At the first three dose levels (60, 100 and 140 mg m−2) there was no renal toxicity noted (). There were five episodes of allergic reaction (two grade 1, three grade 2) to cisplatin in these first three cohorts. An interim analysis at the 140 mg m−2 dose level lead to the discovery of the infusion rate correlating with the anaphylactoid reaction and when the infusion was prolonged to <3 ug m−2 min−1 no further episodes of anaphylaxis were observed Citation[30].

Table II.  Treatment toxicity by CDDP dose.

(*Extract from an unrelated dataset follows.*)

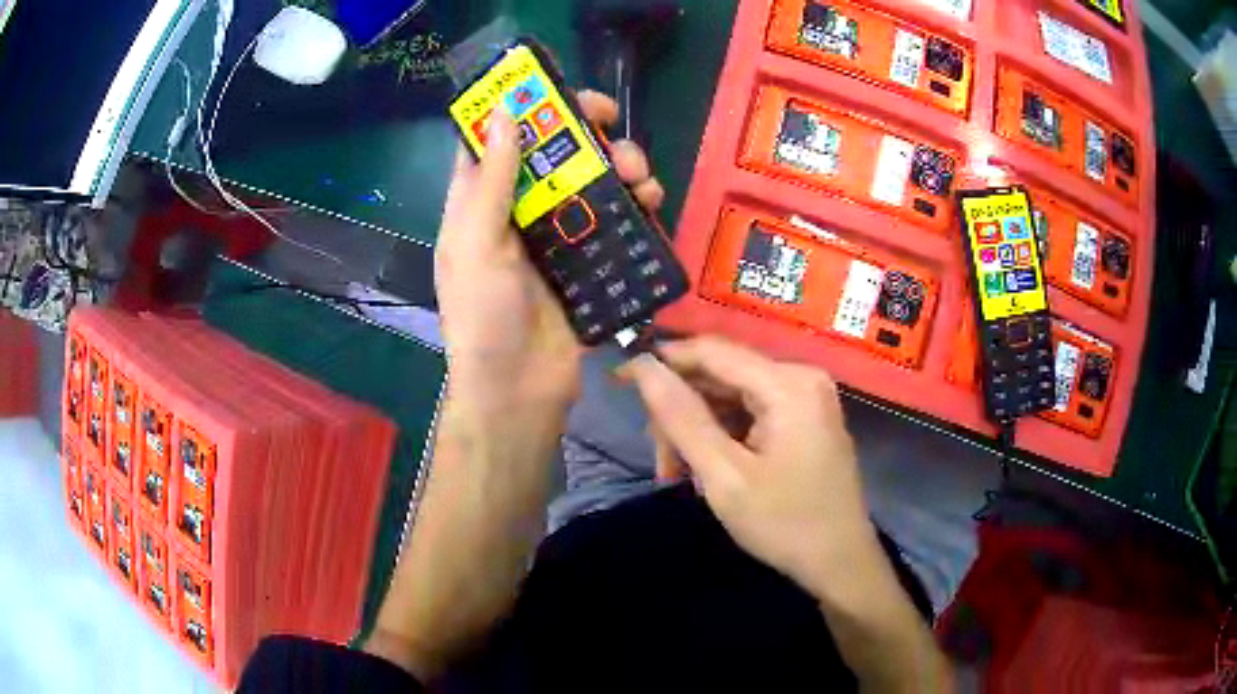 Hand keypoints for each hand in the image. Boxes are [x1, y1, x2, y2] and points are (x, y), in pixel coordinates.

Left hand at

At the 180 mg m−2 dose three patients were initially evaluated and no DLT occurred and a total of 20 patients were enrolled at this dose level. Subsequently, there were three cases of renal toxicity (one grade 4 and two grade 2) as indicated by an increase in the serum creatinine. The cisplatin dose was reduced and one of these two grade 2 patients completed all six cycles. The other grade 2 patient completed only five cycles because of the transient increase in creatinine. One patient had a markedly elevated BUN and creatinine following the first IP treatment (creatinine 7.3 mg dl−1). She also had evidence of hyperglycemia with glucose in the 800 mg dl−1 necessitating in-patient admission for hyperglycemia and renal failure. These toxicities resolved slowly with conservative management but she did require short-term dialysis. A thorough evaluation with regard to the aetiology of her acute renal failure did not reveal any other factors which may have been the cause of her transient renal failure. There was also one episode of cisplatin allergy (grade 1) at the 180 mg m−2 dose. The other acute toxicities relating to cisplatin were generally mild and consisted principally of Grade I to II nausea and vomiting and blood count suppression which occurred transiently within a 2–3 week interval following each cycle of IP therapy.

Catheter complications

There were nine catheter related toxicities; one case of cellulitis, two episodes of peritonitis and six instances of catheter obstruction. Cases of obstruction involved the Tenckhoff catheter and occurred after one cycle in four patients and after two cycles in one patient and after five cycles in another patient. As IP thermometry could not be obtained in cases with obstruction, therapy was discontinued on this basis. The catheter obstructions were likely to be related to a malfunction in the catheter and/or obstruction related to IP adhesions which may have mechanically compressed the catheter. The majority of catheter-related complications (5/9: 56%) occurred at the highest dosing level, 180 mg m−2 and included two cases of infection (one cellulitis and one peritonitis). The higher risk of infection may be secondary to increased myelosupression at the highest cisplatin dose.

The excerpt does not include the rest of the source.